Ever wondered, as a liveaboard boater, what you need to do to have your say when we're all called on to vote on something? If you answered yes, read on...
We all like to have our voice heard when the country comes to making big decisions. This doesn't change just because you live on a boat. So, below, you'll find a guide on how to make sure you get the chance to have your say when the time comes.
Firstly, check that you eligible. You can register to vote at 16 but cannot vote until 18 and either way, you must be:
All good? Then read on!
If you have a permanent mooring then you’re effectively a resident of that area and the process is the same as for your land-lubbing neighbours. Just visit the Government’s voting registration website.
It’s slightly more complicated if you’re always on the move and don’t have a home mooring. If this is your situation then you must register a declaration of local connection, which, when approved, will be valid for 12 months (or until you cancel it).
It’s not too hard though, find your local electoral registration office via Google. You’ll then need to pop along, explain your local connection and fill in a form. The ‘local connection’ should be at a place you spend the most time or where you have some connection. This could be where you were last permanently registered or any boatyard or marina you regularly use for maintenance.

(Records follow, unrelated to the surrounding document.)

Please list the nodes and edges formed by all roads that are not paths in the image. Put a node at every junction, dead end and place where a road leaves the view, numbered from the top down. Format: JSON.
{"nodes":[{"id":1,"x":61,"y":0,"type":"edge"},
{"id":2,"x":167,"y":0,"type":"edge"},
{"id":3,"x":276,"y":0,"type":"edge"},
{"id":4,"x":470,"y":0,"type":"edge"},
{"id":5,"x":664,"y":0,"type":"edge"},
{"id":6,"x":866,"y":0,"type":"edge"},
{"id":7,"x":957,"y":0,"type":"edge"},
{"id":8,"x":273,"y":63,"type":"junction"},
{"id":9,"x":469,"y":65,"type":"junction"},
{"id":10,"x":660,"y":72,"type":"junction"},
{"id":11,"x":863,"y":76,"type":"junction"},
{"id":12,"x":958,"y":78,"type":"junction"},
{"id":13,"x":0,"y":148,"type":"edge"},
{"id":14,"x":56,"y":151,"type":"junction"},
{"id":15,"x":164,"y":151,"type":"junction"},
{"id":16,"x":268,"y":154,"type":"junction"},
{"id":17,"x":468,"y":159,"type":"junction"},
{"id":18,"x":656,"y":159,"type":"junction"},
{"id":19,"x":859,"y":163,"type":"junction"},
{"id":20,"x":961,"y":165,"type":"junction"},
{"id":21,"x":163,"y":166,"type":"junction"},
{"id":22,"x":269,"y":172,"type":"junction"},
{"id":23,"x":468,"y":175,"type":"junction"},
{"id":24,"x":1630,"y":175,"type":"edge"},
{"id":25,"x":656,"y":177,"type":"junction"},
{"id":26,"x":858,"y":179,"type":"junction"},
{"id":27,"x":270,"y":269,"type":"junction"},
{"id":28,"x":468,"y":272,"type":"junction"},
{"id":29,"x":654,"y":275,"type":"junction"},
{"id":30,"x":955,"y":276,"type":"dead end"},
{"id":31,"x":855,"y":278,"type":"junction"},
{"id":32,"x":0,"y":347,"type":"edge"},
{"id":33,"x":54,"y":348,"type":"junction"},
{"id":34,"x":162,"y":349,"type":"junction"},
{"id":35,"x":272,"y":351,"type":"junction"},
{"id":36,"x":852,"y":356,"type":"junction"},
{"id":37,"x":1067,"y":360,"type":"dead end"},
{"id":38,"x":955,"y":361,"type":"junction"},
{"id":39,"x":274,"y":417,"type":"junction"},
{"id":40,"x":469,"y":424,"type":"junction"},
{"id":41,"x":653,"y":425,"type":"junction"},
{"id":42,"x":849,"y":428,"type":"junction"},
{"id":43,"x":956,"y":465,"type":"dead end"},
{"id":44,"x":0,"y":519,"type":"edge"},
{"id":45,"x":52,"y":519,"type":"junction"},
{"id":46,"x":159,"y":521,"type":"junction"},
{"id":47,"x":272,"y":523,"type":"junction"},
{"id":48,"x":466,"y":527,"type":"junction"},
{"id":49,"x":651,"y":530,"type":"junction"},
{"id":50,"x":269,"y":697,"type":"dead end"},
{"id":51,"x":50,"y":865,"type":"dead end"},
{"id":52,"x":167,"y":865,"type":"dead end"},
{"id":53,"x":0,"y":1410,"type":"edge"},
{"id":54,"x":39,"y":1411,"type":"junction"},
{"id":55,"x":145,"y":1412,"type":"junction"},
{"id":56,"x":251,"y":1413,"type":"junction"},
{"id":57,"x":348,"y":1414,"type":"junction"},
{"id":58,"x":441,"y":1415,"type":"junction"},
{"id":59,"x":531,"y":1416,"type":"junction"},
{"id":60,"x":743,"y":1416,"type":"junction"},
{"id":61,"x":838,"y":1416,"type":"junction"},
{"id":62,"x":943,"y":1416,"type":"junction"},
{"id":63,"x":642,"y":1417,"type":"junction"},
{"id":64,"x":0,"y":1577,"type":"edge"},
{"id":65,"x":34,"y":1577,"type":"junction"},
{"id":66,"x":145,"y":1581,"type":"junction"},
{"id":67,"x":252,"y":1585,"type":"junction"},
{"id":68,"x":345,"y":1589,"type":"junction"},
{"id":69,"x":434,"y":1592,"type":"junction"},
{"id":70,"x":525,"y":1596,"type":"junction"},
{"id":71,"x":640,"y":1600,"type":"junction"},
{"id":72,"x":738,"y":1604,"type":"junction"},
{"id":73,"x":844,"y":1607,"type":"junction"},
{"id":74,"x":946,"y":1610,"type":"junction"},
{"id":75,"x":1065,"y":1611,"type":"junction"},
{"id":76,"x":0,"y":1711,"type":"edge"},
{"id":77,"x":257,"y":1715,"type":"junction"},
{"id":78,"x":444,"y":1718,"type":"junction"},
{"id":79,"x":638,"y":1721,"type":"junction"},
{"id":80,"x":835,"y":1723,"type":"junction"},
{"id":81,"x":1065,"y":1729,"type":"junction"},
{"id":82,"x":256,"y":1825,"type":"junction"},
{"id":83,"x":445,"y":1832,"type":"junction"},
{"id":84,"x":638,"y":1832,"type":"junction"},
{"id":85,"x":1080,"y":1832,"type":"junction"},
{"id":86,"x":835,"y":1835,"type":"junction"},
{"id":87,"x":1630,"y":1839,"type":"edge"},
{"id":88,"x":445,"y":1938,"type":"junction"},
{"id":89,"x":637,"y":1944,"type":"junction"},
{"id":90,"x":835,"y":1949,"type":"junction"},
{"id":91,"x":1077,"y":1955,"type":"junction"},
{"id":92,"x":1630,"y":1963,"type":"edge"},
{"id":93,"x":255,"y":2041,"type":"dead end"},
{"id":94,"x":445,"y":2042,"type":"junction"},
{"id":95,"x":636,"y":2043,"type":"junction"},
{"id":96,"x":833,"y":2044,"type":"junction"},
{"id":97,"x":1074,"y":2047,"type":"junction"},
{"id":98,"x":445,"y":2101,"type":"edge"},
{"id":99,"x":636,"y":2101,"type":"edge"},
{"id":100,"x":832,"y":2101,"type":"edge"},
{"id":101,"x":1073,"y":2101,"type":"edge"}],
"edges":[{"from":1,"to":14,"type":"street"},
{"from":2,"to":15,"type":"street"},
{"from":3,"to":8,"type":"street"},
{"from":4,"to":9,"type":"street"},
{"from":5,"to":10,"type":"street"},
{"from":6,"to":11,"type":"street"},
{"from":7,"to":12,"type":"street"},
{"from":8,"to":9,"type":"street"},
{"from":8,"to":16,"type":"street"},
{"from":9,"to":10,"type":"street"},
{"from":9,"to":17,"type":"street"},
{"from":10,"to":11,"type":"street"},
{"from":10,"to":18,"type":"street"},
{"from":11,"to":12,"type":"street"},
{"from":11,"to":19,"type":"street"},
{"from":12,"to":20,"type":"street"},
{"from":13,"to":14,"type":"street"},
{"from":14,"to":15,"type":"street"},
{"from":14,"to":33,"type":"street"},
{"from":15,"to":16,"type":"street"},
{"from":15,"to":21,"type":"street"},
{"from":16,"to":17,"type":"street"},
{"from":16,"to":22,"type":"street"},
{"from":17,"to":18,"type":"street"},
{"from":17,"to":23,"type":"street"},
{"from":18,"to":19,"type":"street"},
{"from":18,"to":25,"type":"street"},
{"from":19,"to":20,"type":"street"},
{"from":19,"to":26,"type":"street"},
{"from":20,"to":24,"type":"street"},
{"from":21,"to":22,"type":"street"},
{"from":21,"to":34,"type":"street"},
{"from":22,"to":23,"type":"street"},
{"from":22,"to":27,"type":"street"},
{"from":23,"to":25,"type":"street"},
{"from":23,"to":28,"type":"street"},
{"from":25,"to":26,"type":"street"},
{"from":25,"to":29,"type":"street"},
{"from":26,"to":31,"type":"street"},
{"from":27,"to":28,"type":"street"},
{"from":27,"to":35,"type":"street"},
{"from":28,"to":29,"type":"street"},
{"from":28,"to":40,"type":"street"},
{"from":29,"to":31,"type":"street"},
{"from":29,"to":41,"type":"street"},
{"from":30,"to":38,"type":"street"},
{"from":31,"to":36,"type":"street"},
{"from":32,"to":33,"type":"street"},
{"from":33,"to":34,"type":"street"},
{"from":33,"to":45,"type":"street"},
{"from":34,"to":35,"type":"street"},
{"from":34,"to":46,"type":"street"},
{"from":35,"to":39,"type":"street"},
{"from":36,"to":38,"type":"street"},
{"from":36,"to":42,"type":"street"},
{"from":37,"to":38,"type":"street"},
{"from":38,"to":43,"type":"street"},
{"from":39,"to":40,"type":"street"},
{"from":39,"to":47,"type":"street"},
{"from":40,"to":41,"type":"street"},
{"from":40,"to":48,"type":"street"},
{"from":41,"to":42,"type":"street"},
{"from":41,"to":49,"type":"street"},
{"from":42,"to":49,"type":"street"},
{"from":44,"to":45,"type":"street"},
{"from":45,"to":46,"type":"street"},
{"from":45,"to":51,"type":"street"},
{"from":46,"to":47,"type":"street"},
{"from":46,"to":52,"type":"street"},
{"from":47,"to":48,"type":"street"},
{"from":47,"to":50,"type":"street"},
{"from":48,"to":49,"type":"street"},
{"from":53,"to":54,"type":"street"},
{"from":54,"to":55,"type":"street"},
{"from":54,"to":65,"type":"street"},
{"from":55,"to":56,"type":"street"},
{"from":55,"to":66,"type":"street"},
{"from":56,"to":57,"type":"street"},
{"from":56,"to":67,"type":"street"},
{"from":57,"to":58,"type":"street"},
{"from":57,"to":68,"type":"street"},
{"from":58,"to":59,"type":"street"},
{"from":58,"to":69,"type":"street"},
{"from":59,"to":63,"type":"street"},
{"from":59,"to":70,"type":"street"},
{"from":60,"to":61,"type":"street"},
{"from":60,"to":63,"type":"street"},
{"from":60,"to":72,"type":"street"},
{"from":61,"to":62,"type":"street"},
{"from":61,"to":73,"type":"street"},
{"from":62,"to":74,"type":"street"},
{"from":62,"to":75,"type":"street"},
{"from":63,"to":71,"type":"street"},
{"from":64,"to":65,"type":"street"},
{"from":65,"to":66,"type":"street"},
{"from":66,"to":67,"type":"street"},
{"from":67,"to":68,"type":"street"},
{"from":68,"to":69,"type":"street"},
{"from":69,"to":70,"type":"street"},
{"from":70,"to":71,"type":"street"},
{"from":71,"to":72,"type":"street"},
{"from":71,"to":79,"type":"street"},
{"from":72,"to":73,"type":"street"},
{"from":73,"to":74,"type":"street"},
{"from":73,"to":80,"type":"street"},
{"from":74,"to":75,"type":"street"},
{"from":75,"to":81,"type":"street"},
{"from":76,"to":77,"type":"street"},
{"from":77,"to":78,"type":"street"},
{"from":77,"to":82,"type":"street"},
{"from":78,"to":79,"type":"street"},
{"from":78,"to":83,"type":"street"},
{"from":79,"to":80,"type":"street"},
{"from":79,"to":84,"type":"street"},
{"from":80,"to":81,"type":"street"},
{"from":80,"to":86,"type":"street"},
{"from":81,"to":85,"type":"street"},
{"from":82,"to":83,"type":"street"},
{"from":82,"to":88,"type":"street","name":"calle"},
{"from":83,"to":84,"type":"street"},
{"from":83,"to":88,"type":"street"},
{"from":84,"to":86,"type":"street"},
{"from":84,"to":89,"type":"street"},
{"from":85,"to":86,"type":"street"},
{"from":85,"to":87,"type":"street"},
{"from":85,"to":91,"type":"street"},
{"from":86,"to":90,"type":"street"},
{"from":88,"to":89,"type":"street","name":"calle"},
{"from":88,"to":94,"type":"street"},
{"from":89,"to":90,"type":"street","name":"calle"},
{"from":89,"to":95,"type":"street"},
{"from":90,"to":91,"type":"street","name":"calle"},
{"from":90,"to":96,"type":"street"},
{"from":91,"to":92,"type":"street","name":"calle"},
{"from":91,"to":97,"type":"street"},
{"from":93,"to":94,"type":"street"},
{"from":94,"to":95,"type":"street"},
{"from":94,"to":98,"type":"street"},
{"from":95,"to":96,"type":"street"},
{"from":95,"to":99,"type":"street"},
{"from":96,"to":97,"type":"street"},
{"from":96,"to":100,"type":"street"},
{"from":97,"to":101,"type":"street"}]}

Please be aware that if you're not on a mooring with full residential planning permission and already listed on the council tax register, you will most probably only be able to register to vote by either declaring homeless with local connection or by using a family or friend’s residential address. Both of these options may affect your credit rating and access to financial and other services.
If you didn’t apply to vote by post, all you now need to do is turn up at your nearest polling station…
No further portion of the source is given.